Essa pessoa vai aparecer aí qualquer dia desses. E não vai ser do jeito que te ensinaram a esperar, nem como acontece magicamente nas comédias românticas ou como se conheceram seus avós. Você entende, não entende? Histórias como as do cinema acontecem na proporção que seu vizinho ganha na Mega-Sena. Vocês se esbarrariam por acidente em alguma seção do supermercado, você comprando sushi e vinho, ele, duas caixas de cerveja e amendoim – ou vice-versa. Oi, você! Quanto tempo! Nossa, é mesmo! Como você está linda! Meu Deus, como você emagreceu! E pirlimpimpim. No dia seguinte ele te liga, te leva para jantar, se dá conta que a vida é muito mais legal ao seu lado e na velocidade de um cometa Halley vocês moram juntos, noivam e se casam. Não. Não vai ser assim. Pode ser assim. Mas é mais fácil não ser.
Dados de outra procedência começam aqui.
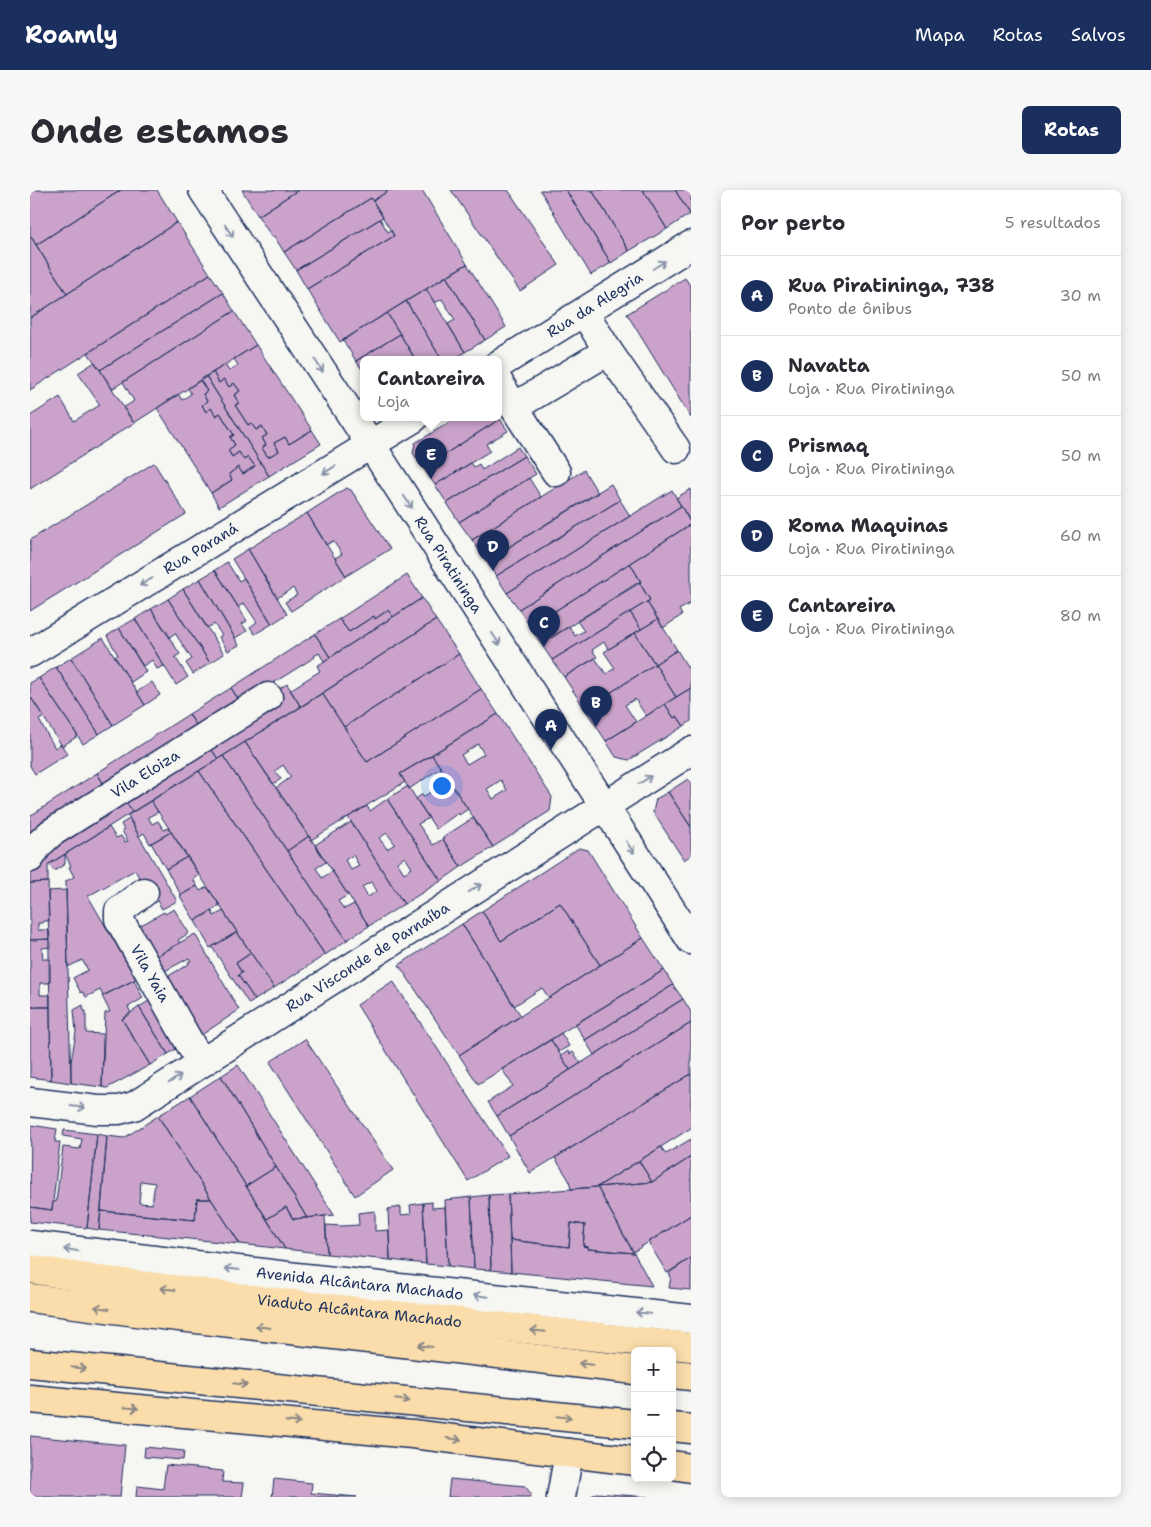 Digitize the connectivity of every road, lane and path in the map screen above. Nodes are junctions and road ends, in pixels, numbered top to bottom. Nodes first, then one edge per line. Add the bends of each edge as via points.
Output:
1 (202, 190) edge
2 (691, 245) edge
3 (584, 312) junction
4 (608, 351) junction
5 (502, 363) edge
6 (502, 388) edge
7 (514, 407) junction
8 (409, 421) edge
9 (371, 445) junction
10 (676, 449) dead end
11 (556, 472) dead end
12 (30, 653) edge
13 (268, 697) dead end
14 (691, 751) edge
15 (604, 806) junction
16 (30, 858) edge
17 (144, 892) dead end
18 (691, 940) edge
19 (201, 1063) junction
20 (30, 1102) edge
21 (30, 1245) edge
22 (30, 1268) edge
23 (30, 1298) edge
24 (691, 1319) edge
25 (691, 1347) edge
26 (30, 1363) edge
27 (631, 1370) edge
28 (676, 1374) edge
29 (691, 1376) edge
30 (30, 1399) edge
31 (631, 1424) edge
32 (676, 1427) edge
33 (691, 1429) edge
34 (569, 1453) junction
35 (631, 1461) edge
36 (676, 1466) edge
37 (691, 1468) edge
38 (561, 1497) edge

1 -> 9 street, Rua Piratininga
3 -> 2 street, Rua da Alegria
3 - 4 street
3 - 5 street, Rua da Alegria
4 - 7 street
4 - 10 street
6 - 7 street
7 - 11 street
8 - 9 street
9 -> 12 street, Rua Paraná
9 -> 15 street, Rua Piratininga
13 - 16 street, Vila Eloiza via 51,833
15 -> 14 street, Rua Visconde de Parnaíba
15 -> 18 street, Rua Piratininga
19 -> 15 street, Rua Visconde de Parnaíba
17 - 19 street, Vila Yaia via 119,911 119,920
20 -> 19 street, Rua Visconde de Parnaíba via 119,1110 134,1106
24 -> 21 street, Avenida Alcântara Machado
25 -> 22 main road, Viaduto Alcântara Machado via 293,1304 99,1280
27 -> 23 main road, Viaduto Alcântara Machado
26 -> 31 main road
28 - 29 main road
30 -> 34 main road via 316,1424
32 - 33 main road
34 - 35 main road
34 - 38 street
36 - 37 main road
Essa pessoa não vai chegar de repente, ela vai chegar devagar. Ela não vai chegar para te dar susto, e sim para te acalmar. De todos os problemas, aflições e dificuldades. Essa pessoa vai simplesmente, sem poréns, te compreender. Não vai chegar para te levar às alturas, como paixões loucas que nos fazem sofrer, perder a fome e nos morder de ansiedade numa sexta feira à noite. Ela vai te ensinar a não ter medo de altura. Ensinar que paixão não é amor. Amor é amor e isso basta. Mais do que isso não será necessário explicar. E você vai naturalmente acreditar. Assim, amar vai te dar uma fome surreal de viver.

Não, por favor, desista. É mais provável que não seja aquele seu caso antigo, arrependido, pedindo para voltar. Se ele foi embora, ele teve motivos. O amor da sua vida vai ter muitos motivos para te deixar. Ô… Vários! A cada TPM, chilique desnecessário, quatro horas na mesma loja do shopping. E você também, ao ver a toalha dele em cima da cama, a tampa da privada levantada, o futebol de quarta. Você, provavelmente pensará diversas vezes o quanto é difícil conviver e gostar. Mas, é que se for para ir embora, se for realmente verdadeiro do início ao fim, vocês vão embora juntos.

Enquanto isso, enquanto ele ou ela não vem – se vem – você aprende entre amores e desamores: o grande amor da sua vida é você.